While I was hanging out in Colorado last weekend, my sister and brother-in-law introduced me to a product that solves those problems. I instantly fell in love. It’s called PB2, and it’s Powdered Peanut Butter.
PB2 is a product that keeps all the stuff that’s great about peanut butter, and greatly reduces the bad stuff. According to the package, “peanuts are first slow roasted then pressed to remove 85% of the fat and oil.” A 2-tablespoon serving has 45 calories and 1.5 grams of fat. Compare that to Jif, which has 190 calories per 2-tablespoon serving, along with 16 grams of fat, 2.5 of which are saturated.
It’s really easy to reconstitute – just mix 2 tablespoons of the powder with 1 tablespoon water and stir. I eyeballed it, and got a smooth, creamy end result:
It’s an alternative to peanut butter that’s not really an alternative at all! And because it’s powdered, I won’t be tempted to eat it straight from the jar – you wouldn’t believe how much the step of reconstituting it will stop me when I’m in a snacky mood.
I don’t know if I plan on reconstituting it much anyway. I’m much more excited for the potential as an additive to other recipes. So far, I’ve only had it plain (see above picture) and in smoothies. Wanna see the fruity peanut butter smoothie my sister Sarah made for us in Colorado?
Sarah is crazy for smoothies right now. She makes them every morning before work as a way to jumpstart her day with fruit and vegetables. She has a Ninja blender that’s great for smoothies, and she alters the recipe every day, based on what she has in the house. She doesn’t measure anything – and that’s the great part about smoothies: they’re hard to muck up. She starts by filling it up with dark leafy greens, usually a mixture of spinach, chard, and collard greens:
To that she adds a little liquid, like soy milk.
Before adding any more ingredients, she blends it up, because she likes the greens absolutely pulverized. All those greens reduce to a small but delicious smoothie base.
Then, the fruit: one fresh banana, and frozen strawberries and blueberries, a handful or so of each.

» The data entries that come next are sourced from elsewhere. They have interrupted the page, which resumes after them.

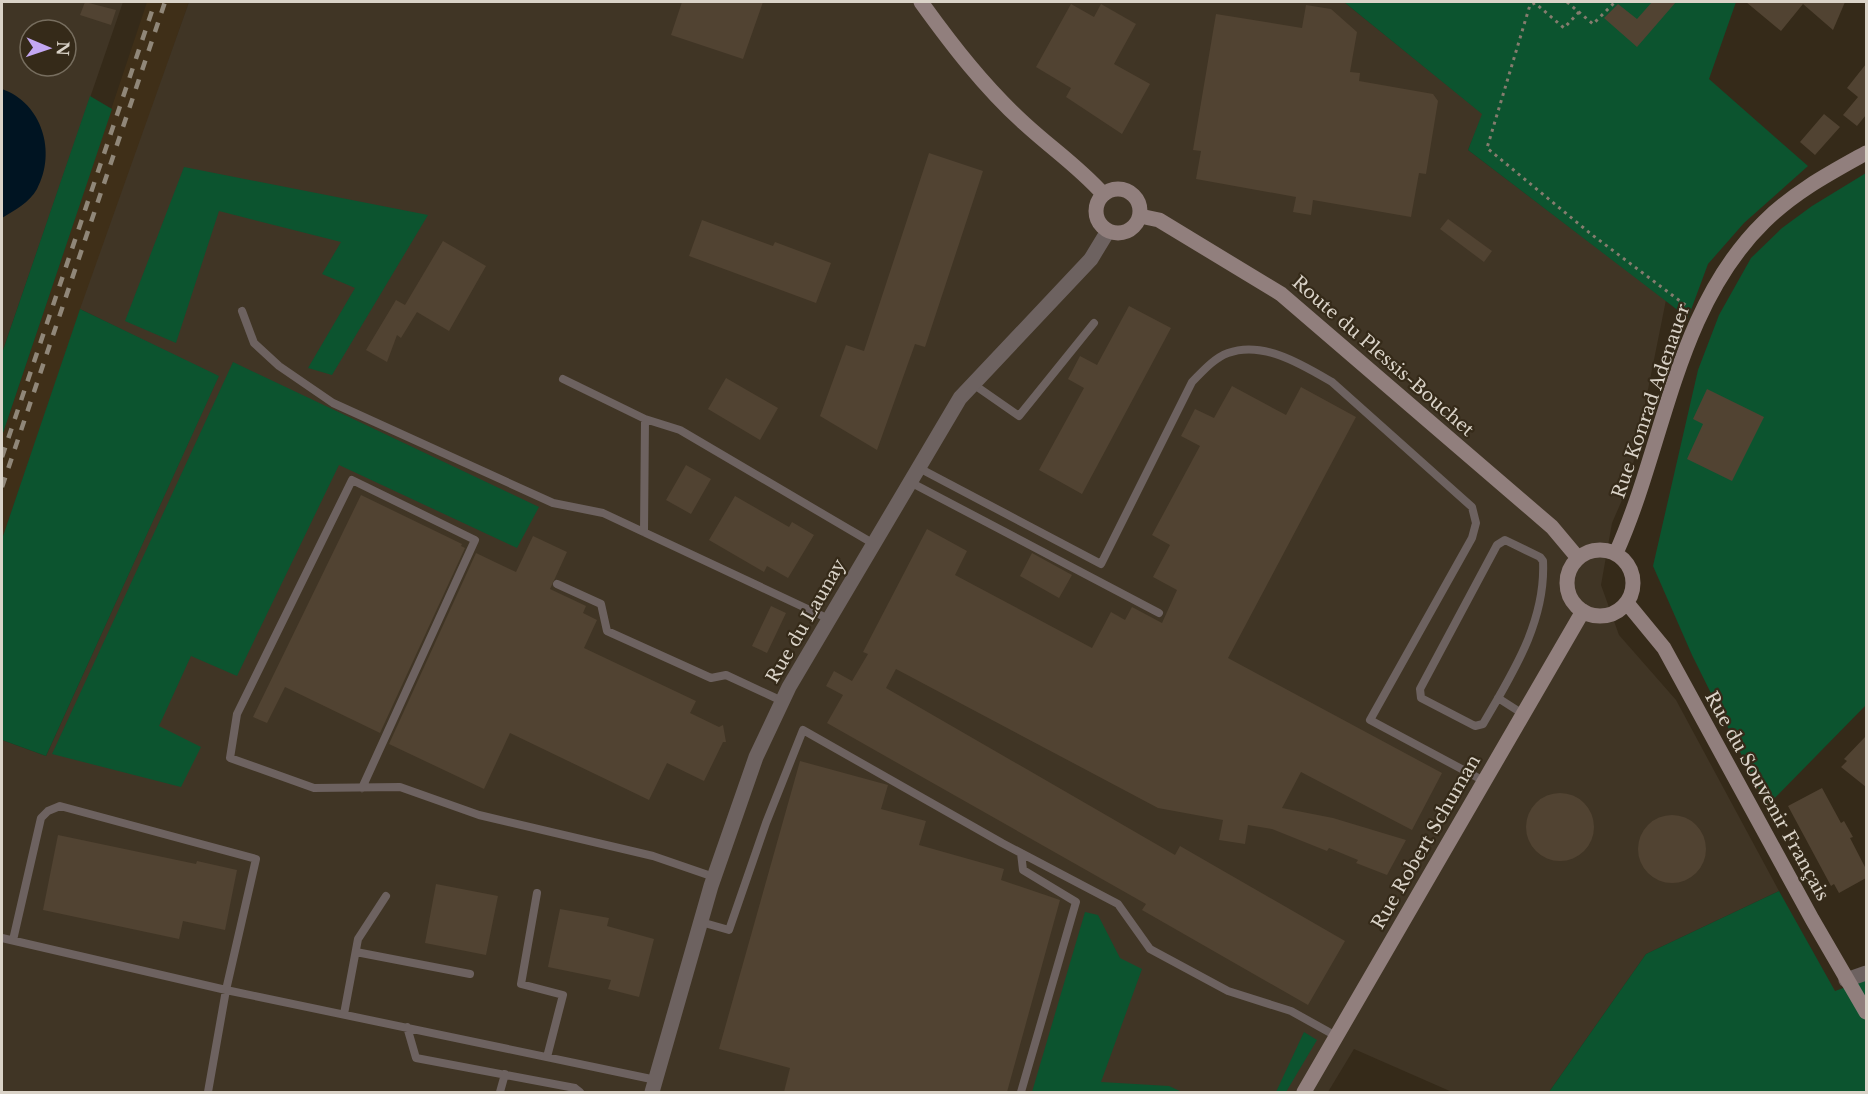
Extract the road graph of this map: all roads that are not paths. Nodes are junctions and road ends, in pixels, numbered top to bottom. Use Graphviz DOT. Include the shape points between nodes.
graph roads {
  1 [pos="921,2"];
  2 [pos="1866,153"];
  3 [pos="1103,194"];
  4 [pos="1140,216"];
  5 [pos="1108,231"];
  6 [pos="242,311"];
  7 [pos="1094,322"];
  8 [pos="563,379"];
  9 [pos="973,384"];
  10 [pos="645,419"];
  11 [pos="919,468"];
  12 [pos="910,482"];
  13 [pos="644,532"];
  14 [pos="874,544"];
  15 [pos="1616,553"];
  16 [pos="1578,558"];
  17 [pos="557,584"];
  18 [pos="1627,603"];
  19 [pos="1583,611"];
  20 [pos="1159,613"];
  21 [pos="829,619"];
  22 [pos="1498,698"];
  23 [pos="782,701"];
  24 [pos="1523,714"];
  25 [pos="1484,781"];
  26 [pos="362,788"];
  27 [pos="1021,853"];
  28 [pos="714,877"];
  29 [pos="537,893"];
  30 [pos="386,896"];
  31 [pos="701,922"];
  32 [pos="2,938"];
  33 [pos="13,940"];
  34 [pos="356,952"];
  35 [pos="1866,973"];
  36 [pos="470,974"];
  37 [pos="1846,980"];
  38 [pos="226,990"];
  39 [pos="1866,1011"];
  40 [pos="344,1014"];
  41 [pos="407,1027"];
  42 [pos="1336,1036"];
  43 [pos="547,1057"];
  44 [pos="505,1074"];
  45 [pos="654,1086"];
  46 [pos="208,1092"];
  47 [pos="500,1092"];
  48 [pos="580,1092"];
  49 [pos="1021,1092"];
  50 [pos="1304,1092"];
  1 -- 3 [label="street" via="983,81"];
  2 -- 15 [label="street, Rue Konrad Adenauer" via="1796,195 1764,221 1722,273 1681,364 1629,525"];
  3 -- 4 [label="street" via="1116,188 1130,191 1139,202"];
  3 -- 5 [label="street" via="1096,213"];
  4 -- 5 [label="street" via="1128,231"];
  4 -- 16 [label="street, Route du Plessis-Bouchet" via="1159,220 1281,294 1552,527"];
  5 -- 9 [label="street, Rue du Launay" via="1091,259"];
  6 -- 13 [label="lane" via="254,343 279,366 333,403 553,503 603,513"];
  7 -- 9 [label="lane" via="1019,416"];
  8 -- 10 [label="lane"];
  9 -- 11 [label="street, Rue du Launay" via="960,398"];
  10 -- 13 [label="lane"];
  10 -- 14 [label="lane" via="680,430"];
  11 -- 12 [label="street, Rue du Launay"];
  11 -- 25 [label="lane" via="1101,564 1192,382 1206,368 1227,353 1251,349 1308,368 1332,382 1472,507 1476,523 1472,538 1370,720"];
  12 -- 14 [label="street, Rue du Launay"];
  12 -- 20 [label="lane"];
  13 -- 21 [label="lane"];
  14 -- 21 [label="street, Rue du Launay"];
  15 -- 16 [label="street" via="1596,549"];
  15 -- 18 [label="street" via="1624,558 1633,576 1632,595"];
  16 -- 19 [label="street" via="1568,572 1568,590"];
  17 -- 23 [label="lane" via="600,604 607,631 711,678 726,675"];
  18 -- 19 [label="street" via="1602,616"];
  18 -- 37 [label="street, Rue du Souvenir Français" via="1664,648"];
  19 -- 24 [label="street, Rue Robert Schuman"];
  21 -- 23 [label="street, Rue du Launay"];
  22 -- 22 [label="lane" via="1532,636 1543,567 1540,557 1504,540 1497,545 1419,694 1475,726 1483,724"];
  22 -- 24 [label="lane"];
  23 -- 28 [label="street, Rue du Launay" via="756,757"];
  24 -- 25 [label="street, Rue Robert Schuman"];
  25 -- 42 [label="street, Rue Robert Schuman"];
  26 -- 26 [label="lane" via="475,540 352,480 237,714 230,758 314,789"];
  26 -- 28 [label="lane" via="400,787 479,815 653,856"];
  27 -- 31 [label="lane" via="803,730 729,930"];
  27 -- 42 [label="lane" via="1118,904 1150,949 1228,991 1291,1011"];
  27 -- 49 [label="lane" via="1023,870 1076,902"];
  28 -- 31 [label="street, Rue du Launay"];
  29 -- 43 [label="lane" via="521,984 563,995"];
  30 -- 34 [label="lane" via="358,939"];
  31 -- 45 [label="street, Rue du Launay"];
  32 -- 33 [label="lane"];
  33 -- 38 [label="lane"];
  33 -- 38 [label="lane" via="40,818 60,806 73,808 256,859"];
  34 -- 36 [label="lane"];
  34 -- 40 [label="lane"];
  35 -- 37 [label="street"];
  37 -- 39 [label="street, Rue du Souvenir Français"];
  38 -- 40 [label="lane"];
  38 -- 46 [label="lane"];
  40 -- 41 [label="lane"];
  41 -- 43 [label="lane"];
  41 -- 44 [label="lane" via="416,1058"];
  42 -- 50 [label="street, Rue Robert Schuman"];
  43 -- 45 [label="lane"];
  44 -- 47 [label="lane"];
  44 -- 48 [label="lane"];
}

If your fruit is frozen, you won’t need to add ice.
After that, a tablespoon or two of PB2. Then, it’s all blended together, and it looks like this:
Delicious! It’s fruity and thick, and there’s some peanut butter flavor that’s not overwhelming or sticky.
I haven’t done it yet, but I look forward to adding a little PB2 to oatmeal, or maybe Greek yogurt to make a fruit dip. The PB2 website also has recipes that I might play around with – their Crunchy Cinnamon Chickpeas recipe sounds interesting. Their website also has a store locator, which I used to learn that it’s not available in California except in a handful of specialty stores, none of which were in my neighborhood. So I bought 2 jars in Colorado and brought them home with me.

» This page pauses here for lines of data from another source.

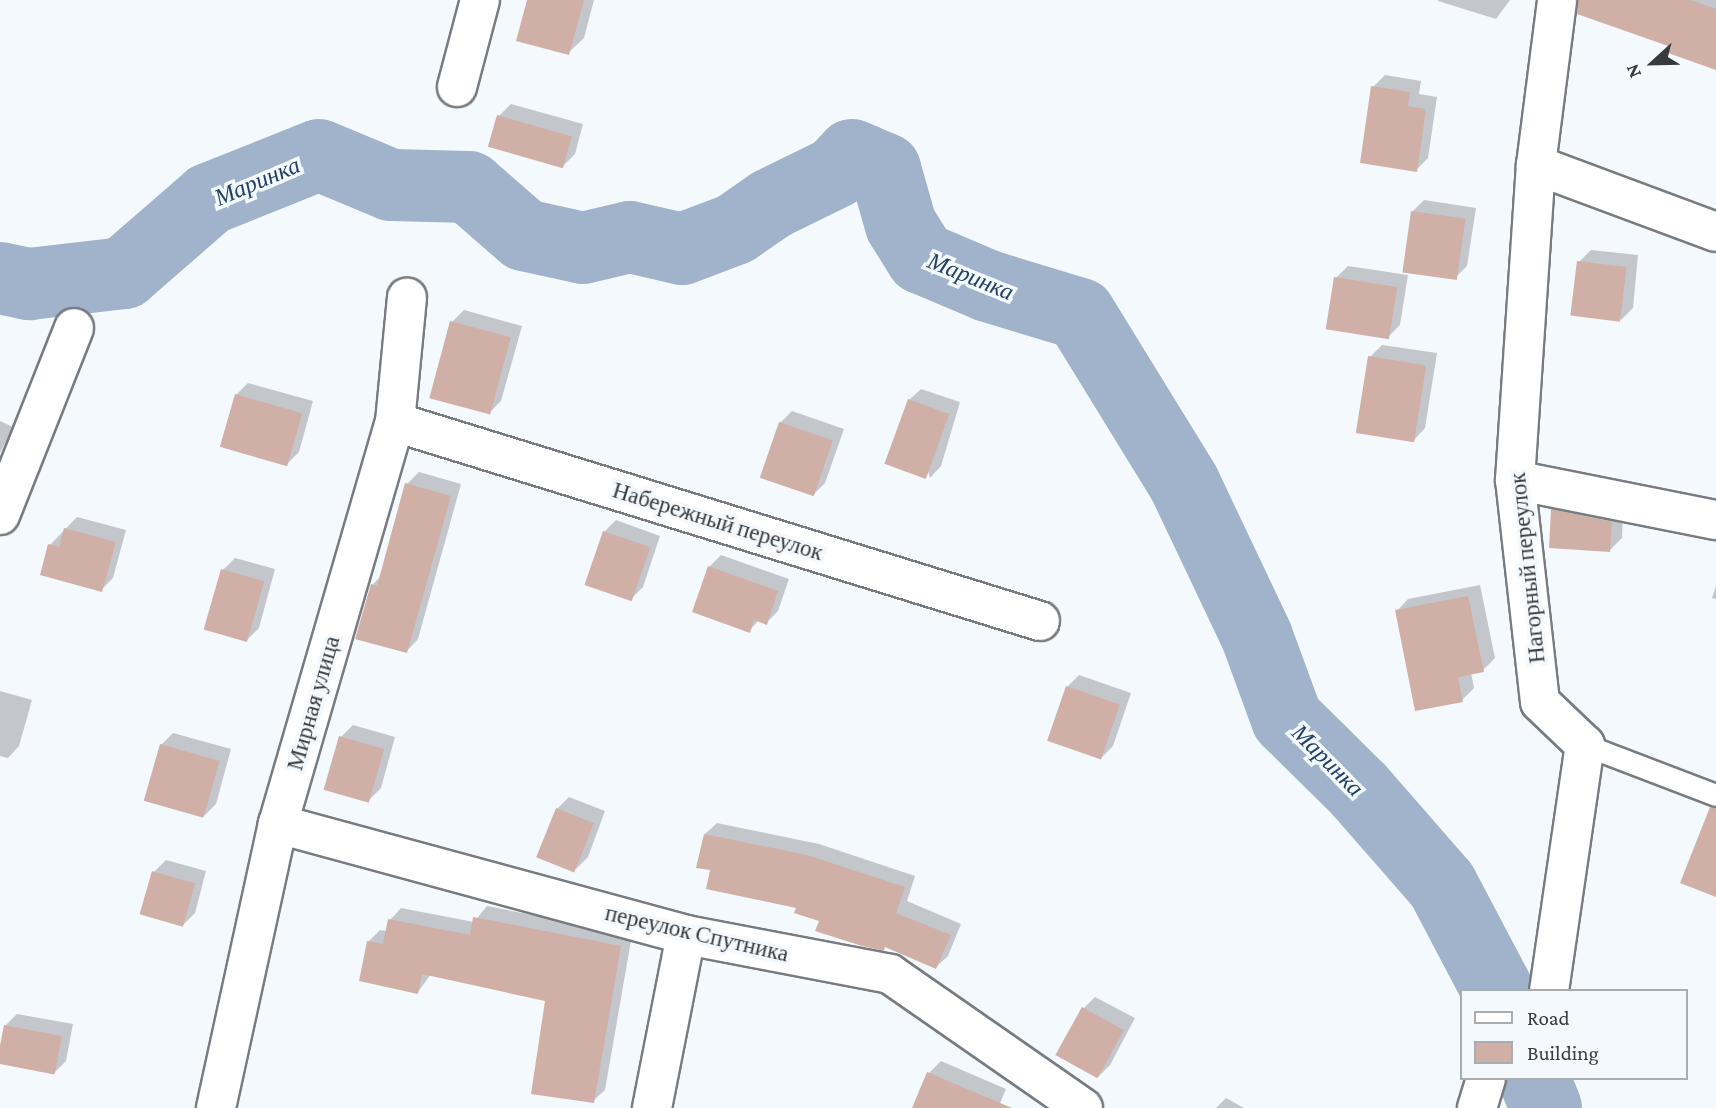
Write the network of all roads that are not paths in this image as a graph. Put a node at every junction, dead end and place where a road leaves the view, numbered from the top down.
1 (480, 0) edge
2 (1557, 0) edge
3 (457, 87) dead end
4 (1536, 165) junction
5 (1716, 232) edge
6 (407, 298) dead end
7 (74, 328) dead end
8 (396, 422) junction
9 (1515, 480) junction
10 (0, 515) edge
11 (1716, 520) edge
12 (1040, 621) dead end
13 (1585, 745) junction
14 (1716, 795) edge
15 (278, 824) junction
16 (686, 935) junction
17 (1549, 989) edge
18 (1485, 1080) edge
19 (216, 1108) edge
20 (652, 1108) edge
21 (1083, 1108) edge
22 (1477, 1108) edge

1 - 3 street
2 - 4 street, Нагорный переулок
4 - 5 street
4 - 9 street, Нагорный переулок
6 - 8 street, Мирная улица
7 - 10 street
8 - 12 street, Набережный переулок
8 - 15 street, Мирная улица
9 - 11 street
9 - 13 street, Нагорный переулок
13 - 14 lane
13 - 17 street
15 - 16 street, переулок Спутника
15 - 19 street, Мирная улица
16 - 20 street
16 - 21 street, переулок Спутника
18 - 22 street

TSA Alert! PB2 set off red flags at airport security. They ended up x-raying my bag twice, and four agents examined the PB2 jars before letting me continue on my way. “If you’re gonna fly with peanut butter,” one of them said, “this is the peanut butter to fly with.” I explained the benefits to two of the agents, and they seemed intrigued.

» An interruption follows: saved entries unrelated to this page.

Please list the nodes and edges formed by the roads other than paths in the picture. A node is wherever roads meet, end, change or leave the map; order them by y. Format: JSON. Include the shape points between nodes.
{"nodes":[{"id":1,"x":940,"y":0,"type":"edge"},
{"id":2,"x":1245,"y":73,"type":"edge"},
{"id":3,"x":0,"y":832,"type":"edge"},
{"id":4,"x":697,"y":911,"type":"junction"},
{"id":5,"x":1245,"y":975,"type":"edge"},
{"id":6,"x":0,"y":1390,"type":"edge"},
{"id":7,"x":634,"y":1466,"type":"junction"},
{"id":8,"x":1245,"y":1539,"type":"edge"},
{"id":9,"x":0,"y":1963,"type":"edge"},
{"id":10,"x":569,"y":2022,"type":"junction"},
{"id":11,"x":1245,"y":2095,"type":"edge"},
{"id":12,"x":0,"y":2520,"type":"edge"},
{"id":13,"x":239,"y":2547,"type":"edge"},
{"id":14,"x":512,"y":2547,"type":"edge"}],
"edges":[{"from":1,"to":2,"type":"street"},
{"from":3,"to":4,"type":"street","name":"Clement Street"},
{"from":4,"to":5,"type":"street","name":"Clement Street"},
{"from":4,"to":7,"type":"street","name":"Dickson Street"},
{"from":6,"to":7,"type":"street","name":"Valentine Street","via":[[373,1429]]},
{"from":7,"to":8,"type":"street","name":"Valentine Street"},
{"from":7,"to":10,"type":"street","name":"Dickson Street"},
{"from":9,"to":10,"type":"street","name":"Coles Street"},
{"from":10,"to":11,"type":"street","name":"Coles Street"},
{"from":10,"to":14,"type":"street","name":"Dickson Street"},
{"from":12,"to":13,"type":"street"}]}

I just re-read this post, and seems like a giant commercial for PB2. I’m not being compensated by PB2 – I just really love the product, and think you may too. It seems like, at the moment, demand is pretty high. You can order PB2 on its website, but they’re all out of stock. I hope some more retailers in my part of the world start stocking it, because when these two jars are finished, I’ll definitely want to purchase more.
Keep it up, David.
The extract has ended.